The demonstration was restored to some kind of order, with the demonstrators resorting to yelling a statement with question and answer chants:

“Impeach Wadsworth!”

“When do we want him impeached?”

“Now!”

“Convict Jared!”

“When do we want him convicted?”

“Yesterday!”

They kept it up as they made the turn north up 15th Street where Pennsylvania came to its temporary halt, then they turned left to where the rest of Pennsylvania Avenue continued toward the White House.

When they arrived near East Executive Avenue to the margin of the White House compound, the chants became louder with the demonstrators behind the first rows starting to push the people up front so they would move faster, then everyone behind them seemed to push the people ahead of them, the demonstration turning quickly into a near-riot. Some tried to get to the White House fence.

It didn’t last long. Lafayette Park, across the street from the White House, was not an empty park waiting for demonstrators. For hours it had been filled with waiting police who now formed themselves into a human wall coming toward them. The demonstrators started throwing stones at the police and yelling obscenities at them preceded by the call of “Wadsworth’s Storm Troopers!”

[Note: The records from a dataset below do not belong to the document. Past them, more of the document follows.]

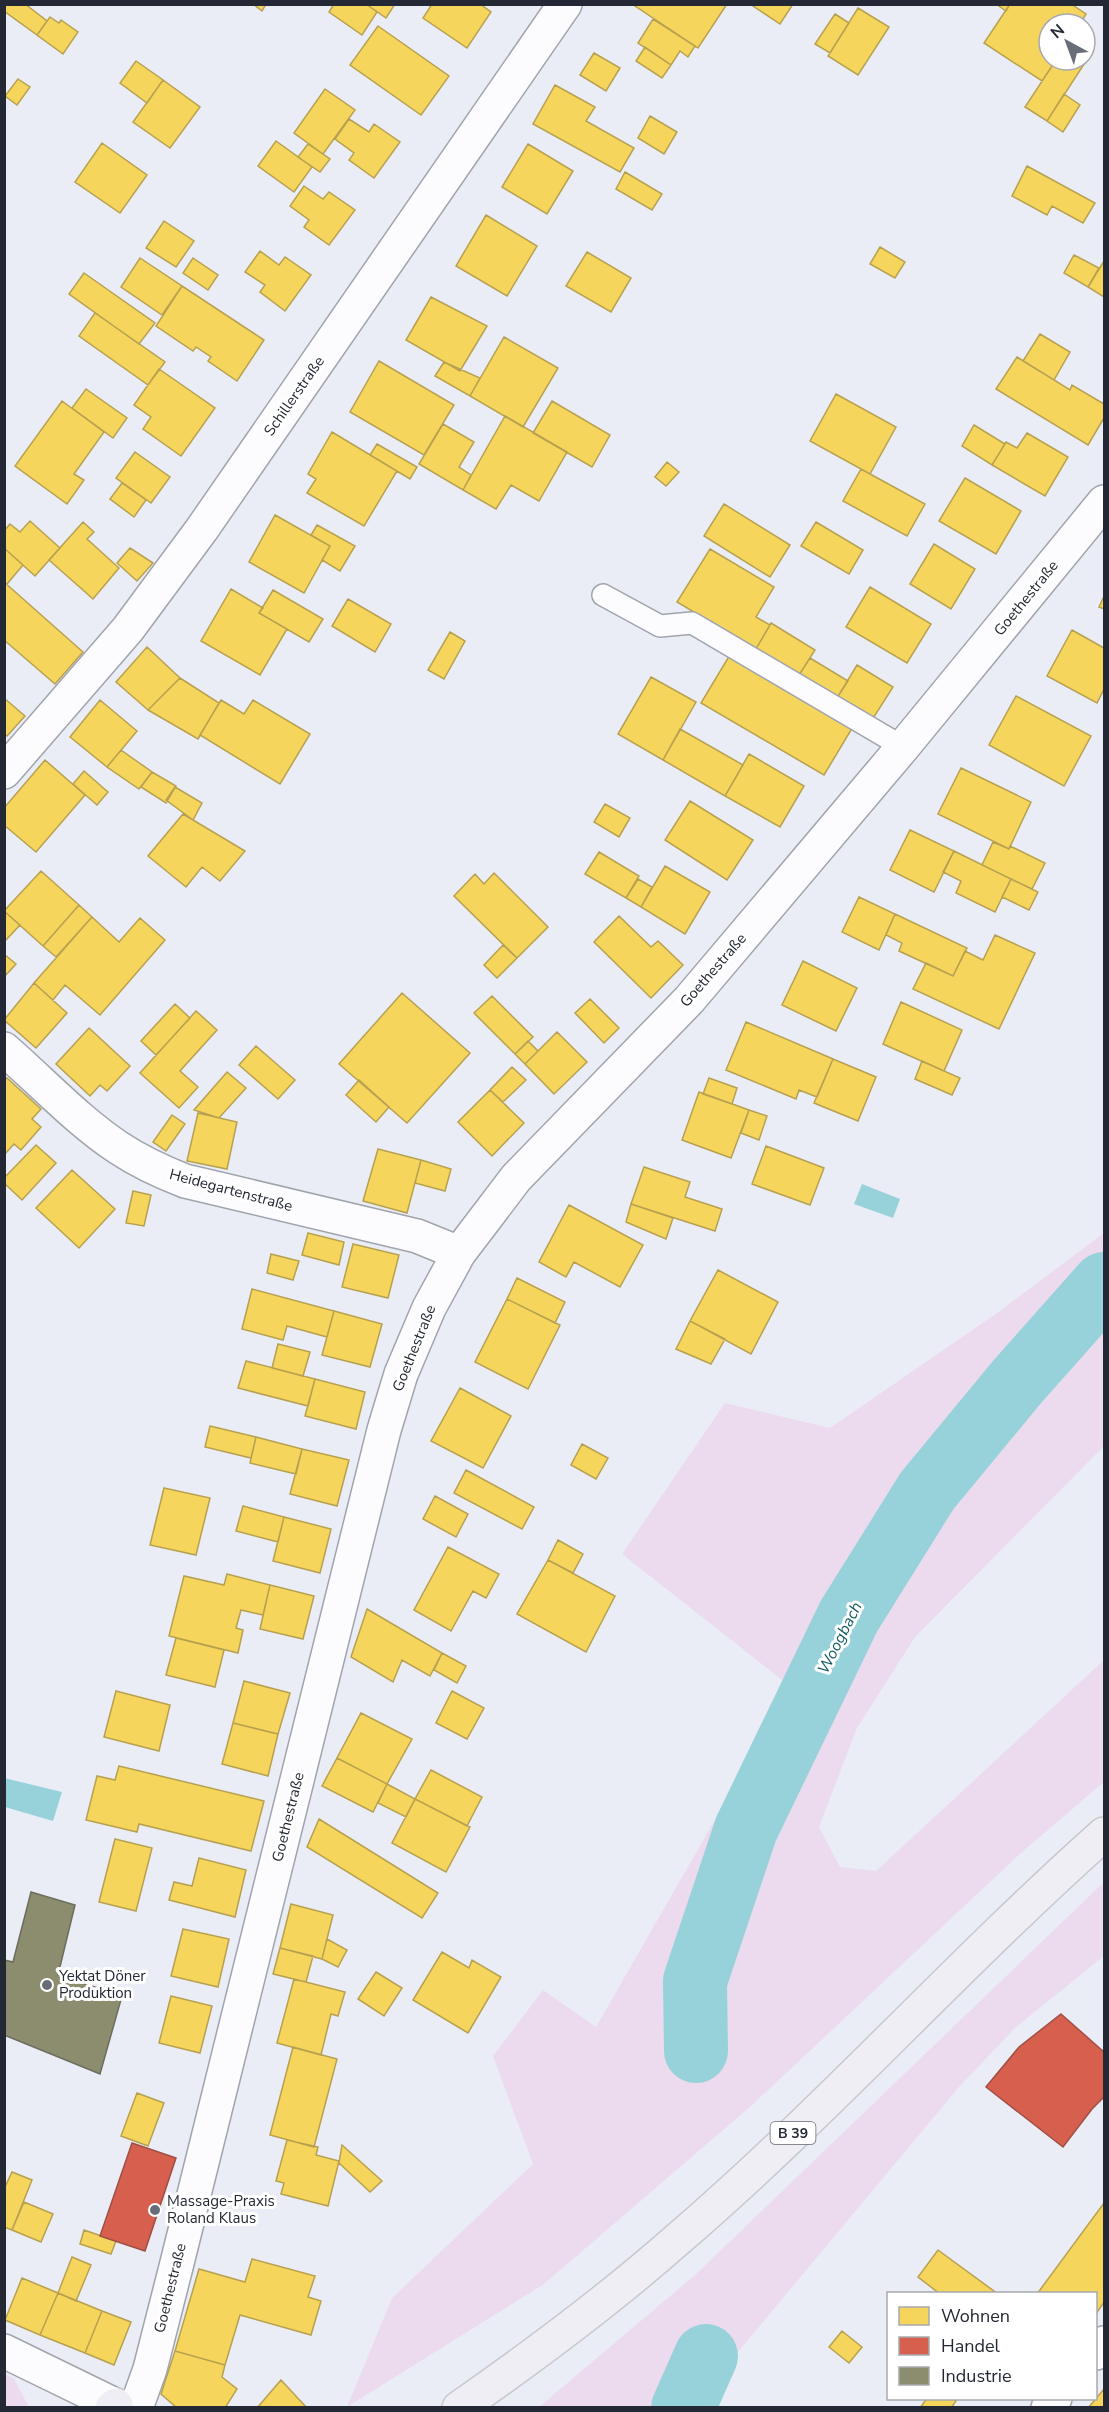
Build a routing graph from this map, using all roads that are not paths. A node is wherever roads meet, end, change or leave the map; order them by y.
1 (565, 4) edge
2 (1104, 502) edge
3 (603, 595) dead end
4 (903, 747) junction
5 (4, 772) edge
6 (4, 1049) edge
7 (459, 1253) junction
8 (1104, 1834) edge
9 (4, 2351) edge
10 (121, 2407) edge
11 (459, 2408) edge

1 - 5 street, Schillerstraße
2 - 4 street, Goethestraße
3 - 4 lane
4 - 7 street, Goethestraße
6 - 7 street, Heidegartenstraße
7 - 10 street, Goethestraße
8 - 11 main road, B 39
9 - 10 street

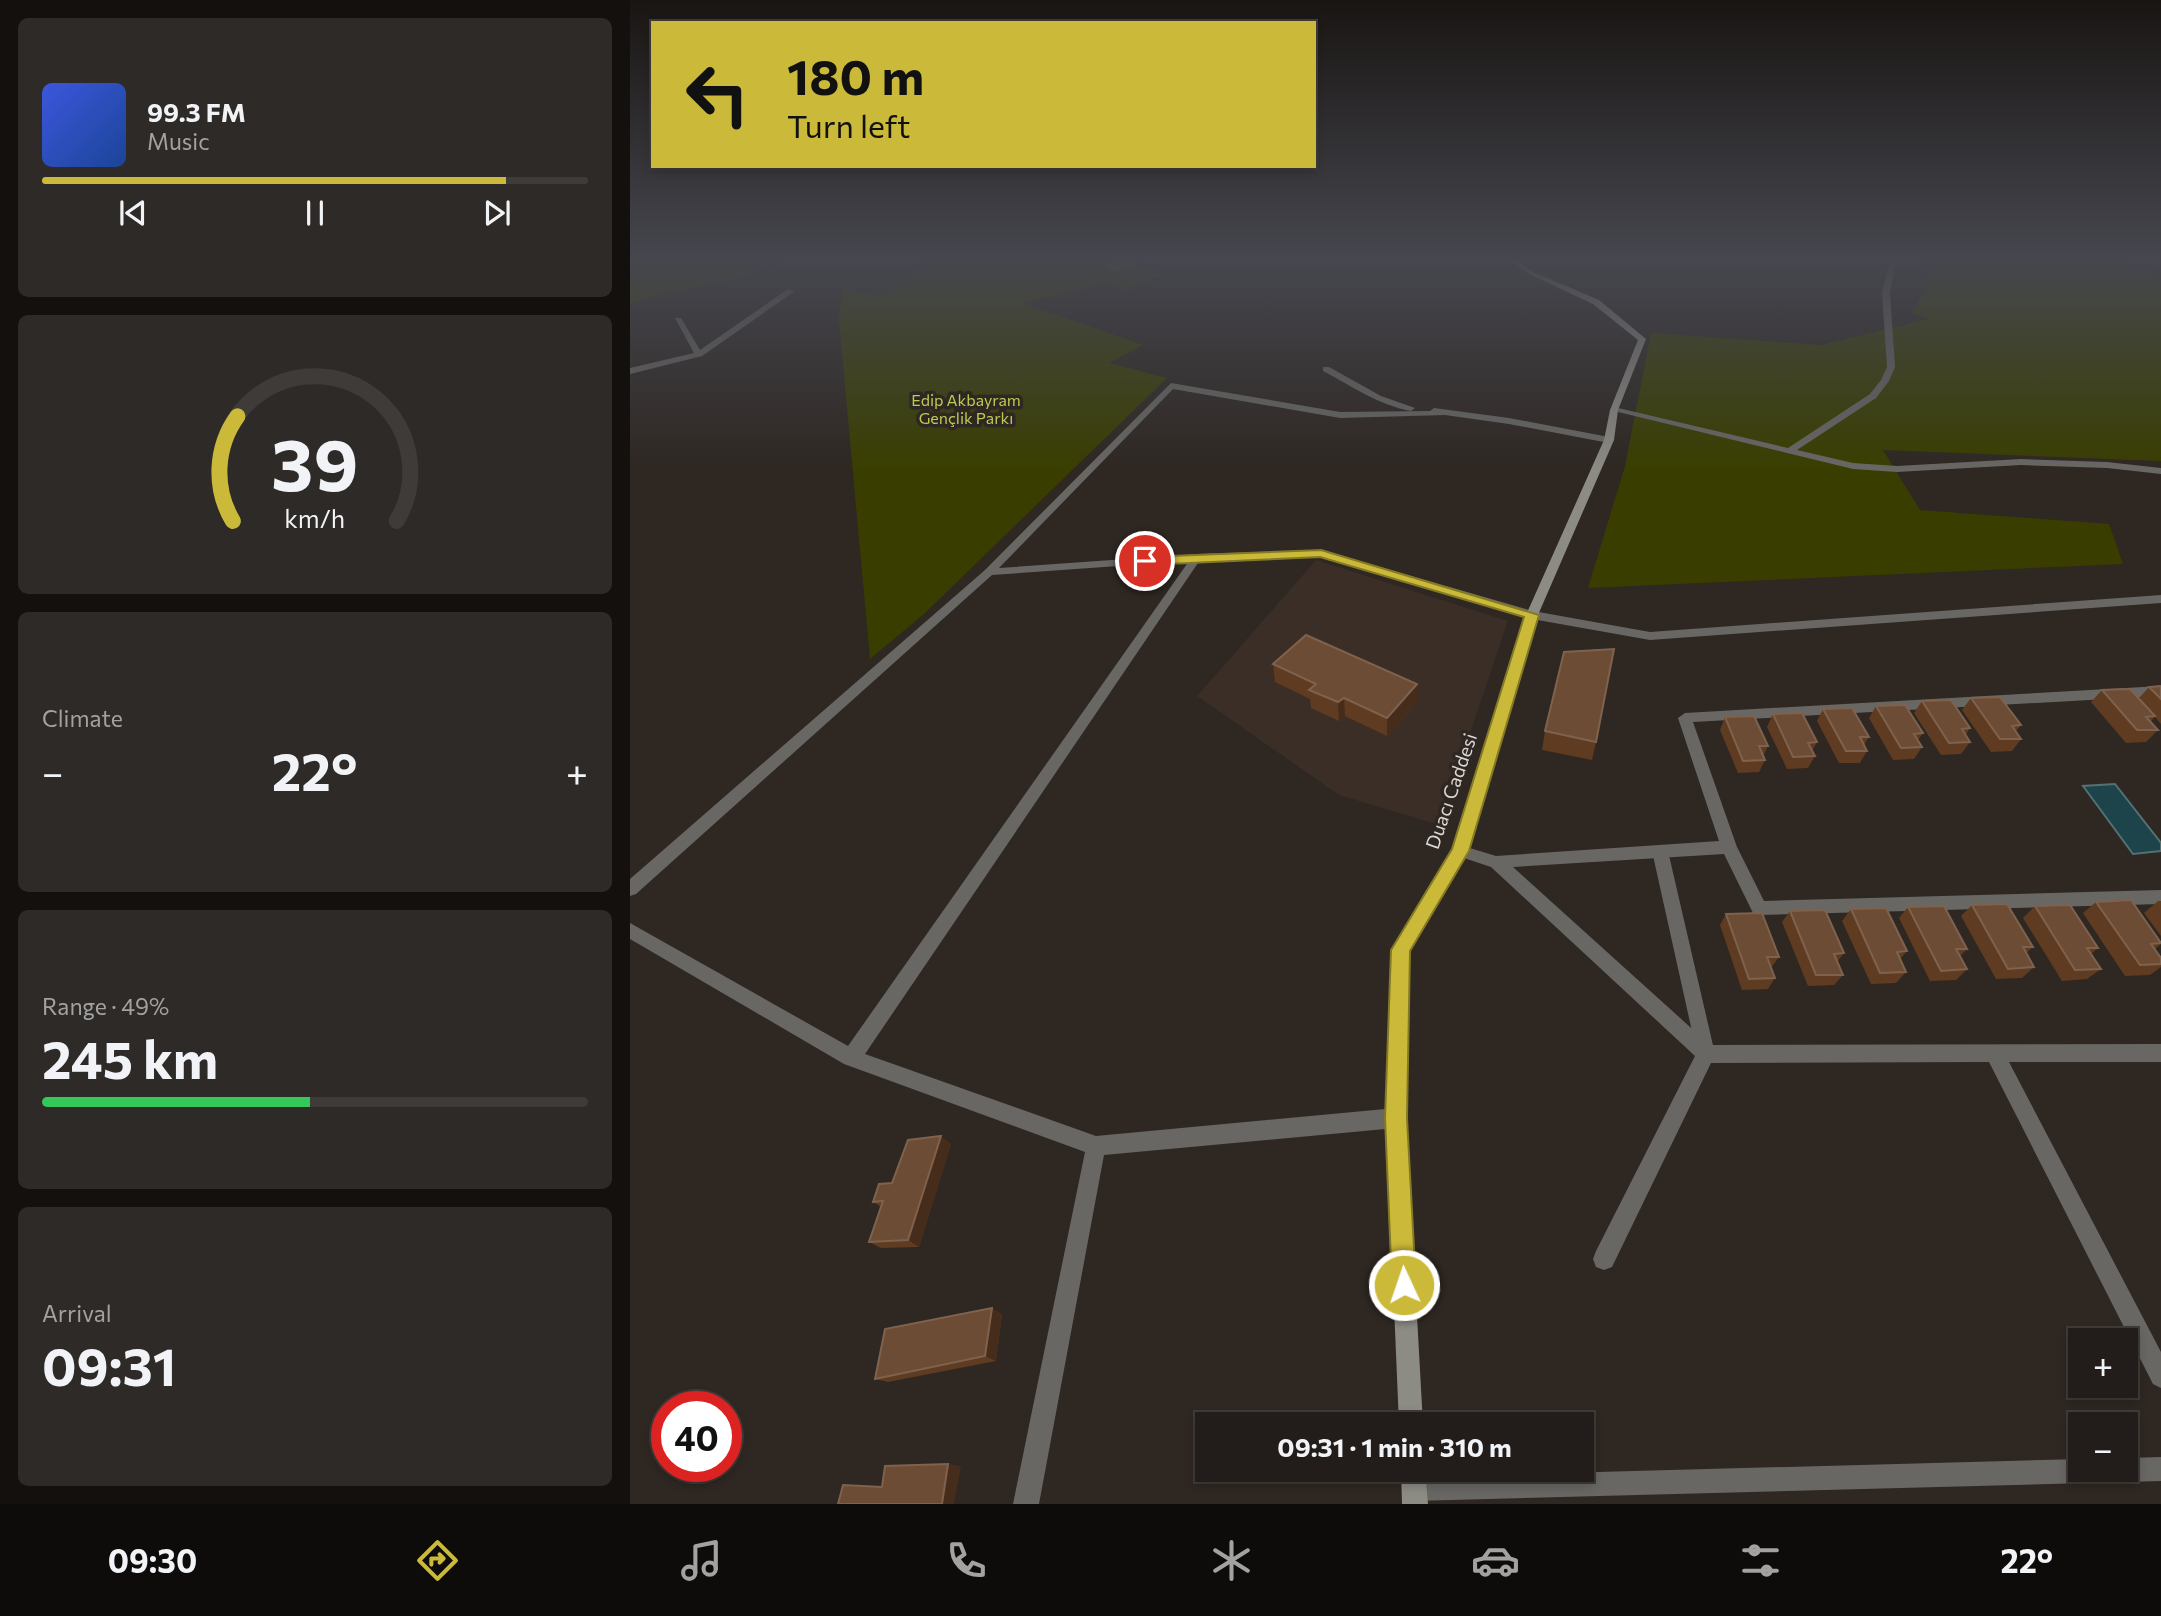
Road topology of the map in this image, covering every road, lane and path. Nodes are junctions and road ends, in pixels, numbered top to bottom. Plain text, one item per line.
1 (684, 330) edge
2 (734, 330) edge
3 (1631, 330) edge
4 (1889, 330) edge
5 (699, 354) junction
6 (1326, 369) dead end
7 (630, 371) edge
8 (1614, 410) junction
9 (1443, 413) junction
10 (1609, 440) junction
11 (1792, 449) junction
12 (2161, 471) edge
13 (1197, 557) junction
14 (989, 572) junction
15 (2161, 599) edge
16 (1532, 615) junction
17 (2161, 691) edge
18 (1729, 846) junction
19 (1460, 851) junction
20 (1660, 851) junction
21 (1496, 862) junction
22 (630, 889) edge
23 (2161, 897) edge
24 (630, 930) edge
25 (2161, 1053) edge
26 (1706, 1054) junction
27 (1995, 1055) junction
28 (851, 1058) junction
29 (1396, 1118) junction
30 (1096, 1146) junction
31 (1604, 1259) dead end
32 (2161, 1376) edge
33 (1410, 1412) edge
34 (2161, 1469) edge
35 (2138, 1470) edge
36 (2068, 1471) edge
37 (1414, 1488) edge
38 (1026, 1504) edge

1 - 5 street
2 - 5 street
3 - 8 street, Duacı Caddesi
4 - 11 street
5 - 7 street
6 - 9 street
8 - 10 street, Duacı Caddesi
8 - 11 street
9 - 10 street
9 - 14 street
10 - 16 street, Duacı Caddesi
11 - 12 street
13 - 14 street
13 - 16 street
13 - 28 street
14 - 22 street
15 - 16 street
16 - 19 street, Duacı Caddesi
17 - 18 street
18 - 20 street
18 - 23 street
19 - 21 street
19 - 29 street, Duacı Caddesi
20 - 21 street
20 - 26 street
21 - 26 street
24 - 28 street
25 - 27 street
26 - 27 street
26 - 31 street
27 - 32 street
28 - 30 street
29 - 30 street
29 - 33 street, Duacı Caddesi
30 - 38 street
34 - 35 street
36 - 37 street

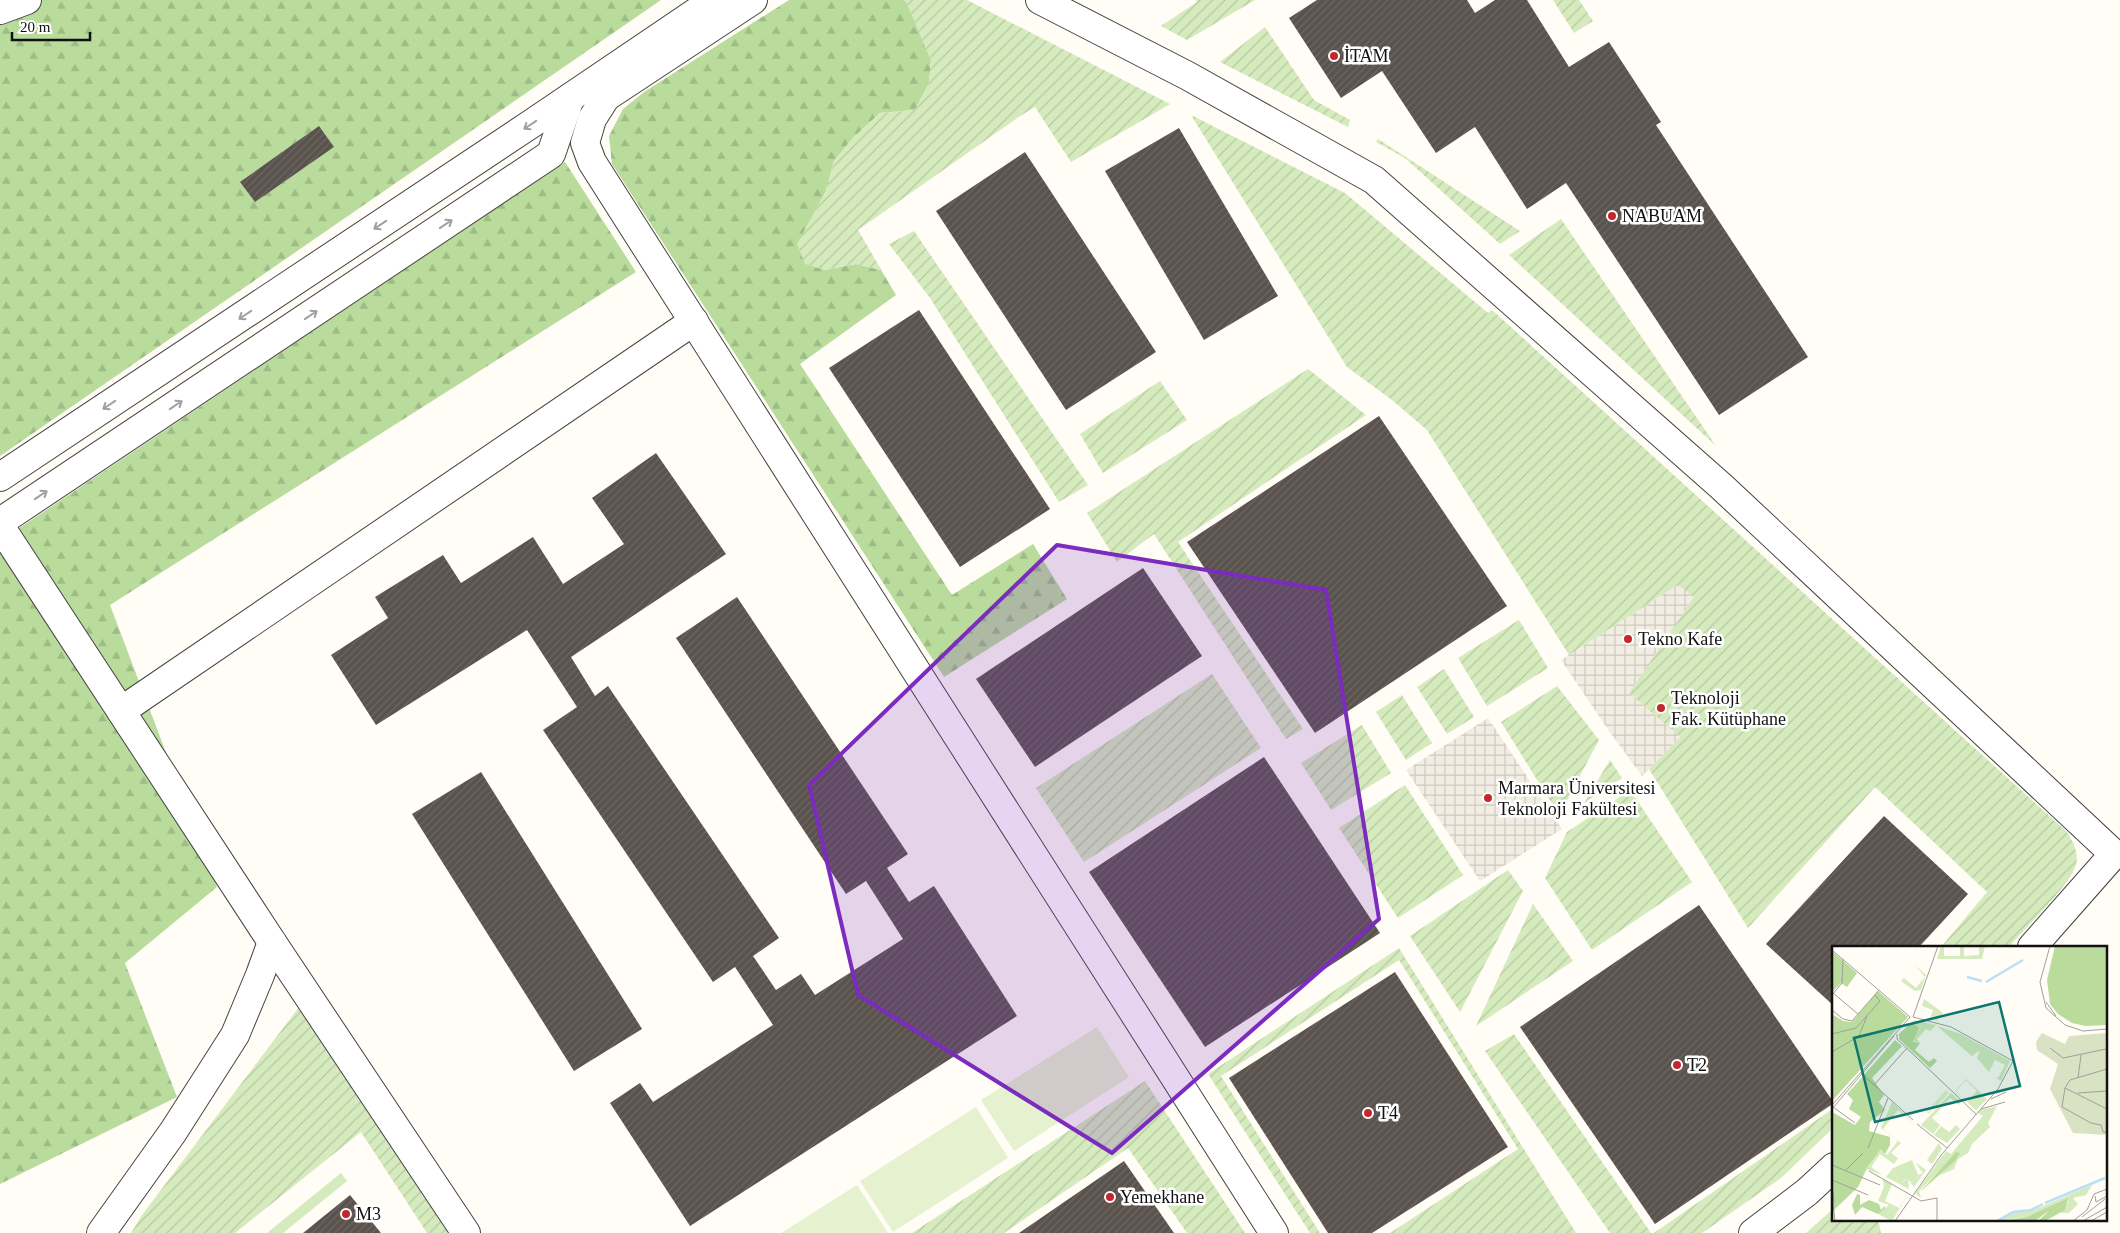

After one policeman was felled by a rock that hit its target, the police became more than a human wall, bathing the demonstrators in tear-gas. They ran away from the police in all directions and went throughout the city, turning D.C. into a city of anarchy.

What saved the District of Columbia was an afternoon thunder-shower. Demonstrators traditionally despise rain, and these demonstrators were no exception.

That night when the rain was done, they congregated in West Potomac Park where television reporters went from one demonstrator to another for interviews for their evening newscasts. There was no shortage of those who wanted to give their words of protest on television but it became quickly apparent to the interviewers that the interviewees were very young and not able to articulate why they were there. Some of them, both boys and girls, were able to cry when they talked about what they called U.S. imperialism. Outside of that, the television newscasts concentrated on earlier tapes of the demonstration as a whole, rather than individuals.

The obvious question was ‘why are you here today?’ The answer became apparent only after the television crews left. That was when West Potomac Park became a giant bed with sleeping-bags filled with two or more people in them. The tear-gas that permeated the air earlier was now replaced with an acrid odor that, other than to the ones who created it, was not even as tolerable as the earlier sharpness of the tear-gas.

It didn’t take long for much of the nation to readjust itself back to the joys, the goodness, and the faults of what was normality.